If The Handmaid’s Tale was a warning about a rabid anti-feminist backlash, Oryx and Crake, and now The Year of the Flood, focus on the new hazards facing the human race: the terrifying consequences of genetic tinkering and a total environmental collapse.
More a continuation of than a sequel to Oryx and Crake, this novel begins in Year 25 — the Year of the Flood. This is the world after a man-made ‘waterless flood’ — in real terms a terrible plague of some sort — that has brought about the extinction of all but a few members of the human species.
Our narrators include Ren, an exotic dancer who has been locked in a luxury spa, and Toby, a fast food employee who has found refuge on the rooftops.

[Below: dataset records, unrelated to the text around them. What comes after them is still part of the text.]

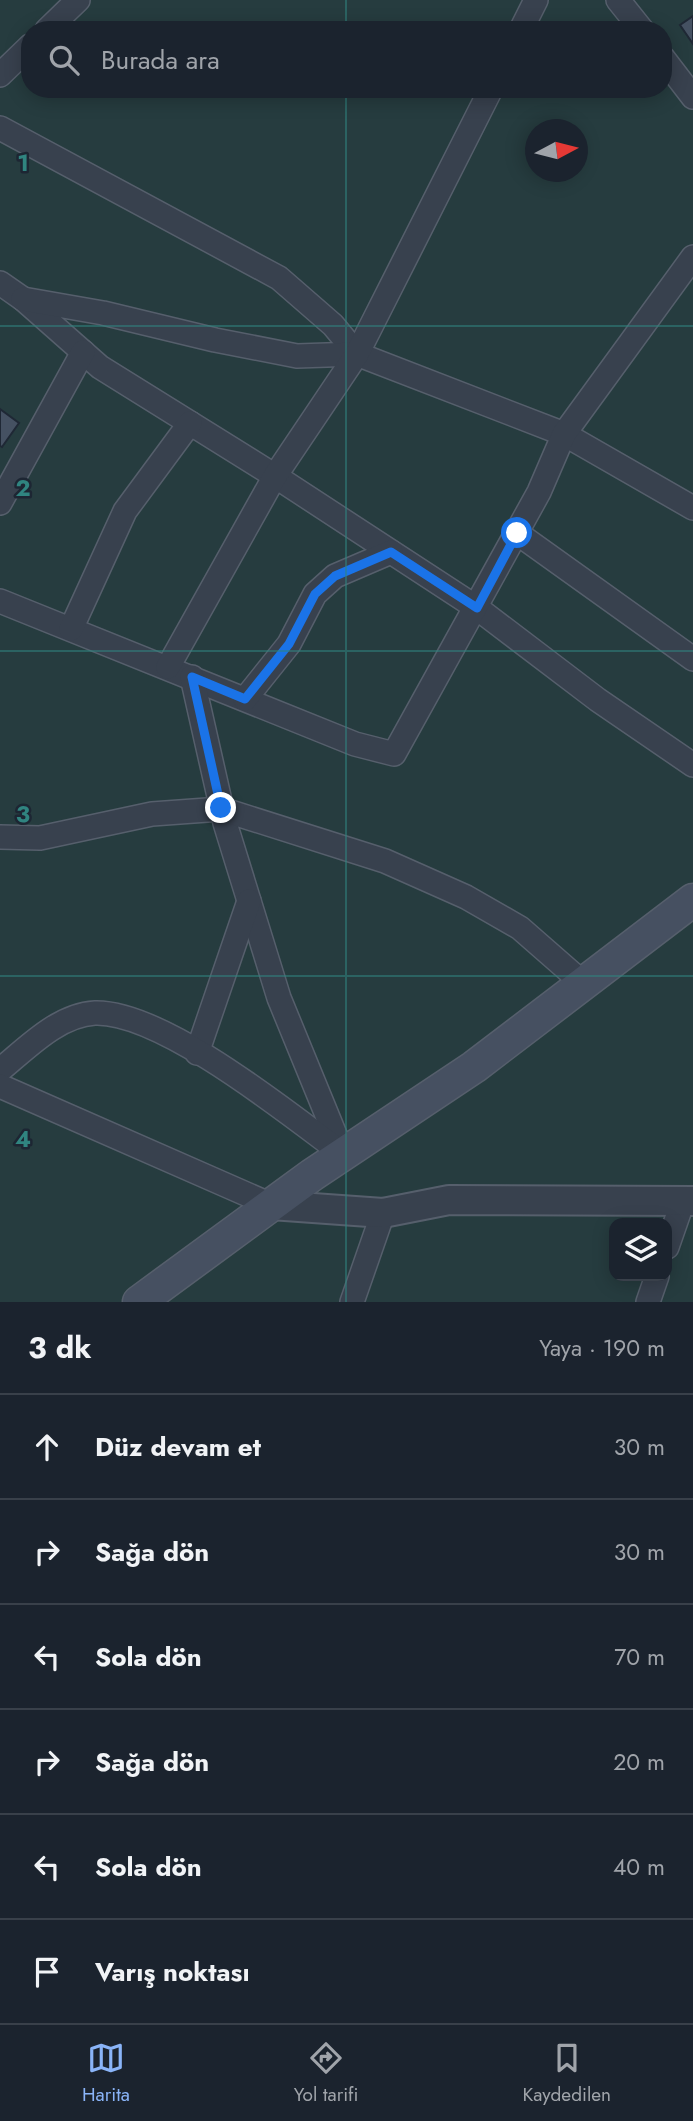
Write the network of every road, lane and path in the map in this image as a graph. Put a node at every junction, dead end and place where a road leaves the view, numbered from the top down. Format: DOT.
graph roads {
  1 [pos="78,0"];
  2 [pos="536,0"];
  3 [pos="618,0"];
  4 [pos="56,21"];
  5 [pos="526,21"];
  6 [pos="635,21"];
  7 [pos="21,55"];
  8 [pos="672,70"];
  9 [pos="0,75"];
  10 [pos="693,97"];
  11 [pos="486,98"];
  12 [pos="0,128"];
  13 [pos="693,257"];
  14 [pos="9,295"];
  15 [pos="83,352"];
  16 [pos="357,354"];
  17 [pos="190,423"];
  18 [pos="564,434"];
  19 [pos="275,476"];
  20 [pos="0,502"];
  21 [pos="693,508"];
  22 [pos="517,533"];
  23 [pos="391,552"];
  24 [pos="0,601"];
  25 [pos="477,608"];
  26 [pos="71,629"];
  27 [pos="693,659"];
  28 [pos="167,667"];
  29 [pos="192,677"];
  30 [pos="245,699"];
  31 [pos="693,765"];
  32 [pos="221,808"];
  33 [pos="0,837"];
  34 [pos="693,900"];
  35 [pos="249,901"];
  36 [pos="584,984"];
  37 [pos="197,1053"];
  38 [pos="0,1070"];
  39 [pos="0,1086"];
  40 [pos="343,1154"];
  41 [pos="688,1201"];
  42 [pos="271,1205"];
  43 [pos="383,1213"];
  44 [pos="672,1236"];
  45 [pos="655,1281"];
  46 [pos="139,1302"];
  47 [pos="352,1302"];
  48 [pos="648,1302"];
  1 -- 4 [label="street"];
  2 -- 5 [label="street"];
  3 -- 6 [label="street"];
  7 -- 9 [label="street"];
  8 -- 10 [label="street"];
  11 -- 16 [label="street"];
  12 -- 16 [label="street"];
  13 -- 18 [label="street"];
  14 -- 15 [label="street"];
  14 -- 16 [label="street"];
  15 -- 17 [label="street"];
  15 -- 20 [label="street"];
  16 -- 18 [label="street"];
  16 -- 19 [label="street"];
  17 -- 19 [label="street"];
  17 -- 26 [label="street"];
  18 -- 21 [label="street"];
  18 -- 22 [label="street"];
  19 -- 23 [label="street"];
  19 -- 28 [label="street"];
  22 -- 25 [label="street"];
  22 -- 27 [label="street"];
  23 -- 25 [label="street"];
  23 -- 30 [label="street"];
  24 -- 26 [label="street"];
  25 -- 30 [label="street"];
  25 -- 31 [label="street"];
  26 -- 28 [label="street"];
  28 -- 29 [label="street"];
  29 -- 30 [label="street"];
  29 -- 32 [label="street"];
  32 -- 33 [label="street"];
  32 -- 35 [label="street"];
  32 -- 36 [label="street"];
  34 -- 36 [label="main road"];
  35 -- 37 [label="street"];
  35 -- 40 [label="street"];
  36 -- 40 [label="main road"];
  37 -- 38 [label="street"];
  37 -- 40 [label="street"];
  39 -- 42 [label="street"];
  40 -- 42 [label="main road"];
  41 -- 43 [label="street"];
  41 -- 44 [label="street"];
  42 -- 43 [label="street"];
  42 -- 46 [label="main road"];
  43 -- 47 [label="street"];
  45 -- 48 [label="street"];
}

Several characters from the earlier book appear, along with some weird new groups like God’s Gardeners, an eco-religious sect that preaches love and farms the rooftops — because they can be defended from the gangs who infest the streets.
Then there are the Corporations — sinister, violent, all-encompassing organisations that appear to have taken over the role of the governments . The Corporations, and particularly their security arm, CorpSeCorps, are in total control.
The world of Year 25 is a grim place, with most of humanity dead and the few survivors scrabbling out an evidently hopeless existence. It is a terrifying world seen largely through the eyes of powerless women.
An utterly absorbing tale.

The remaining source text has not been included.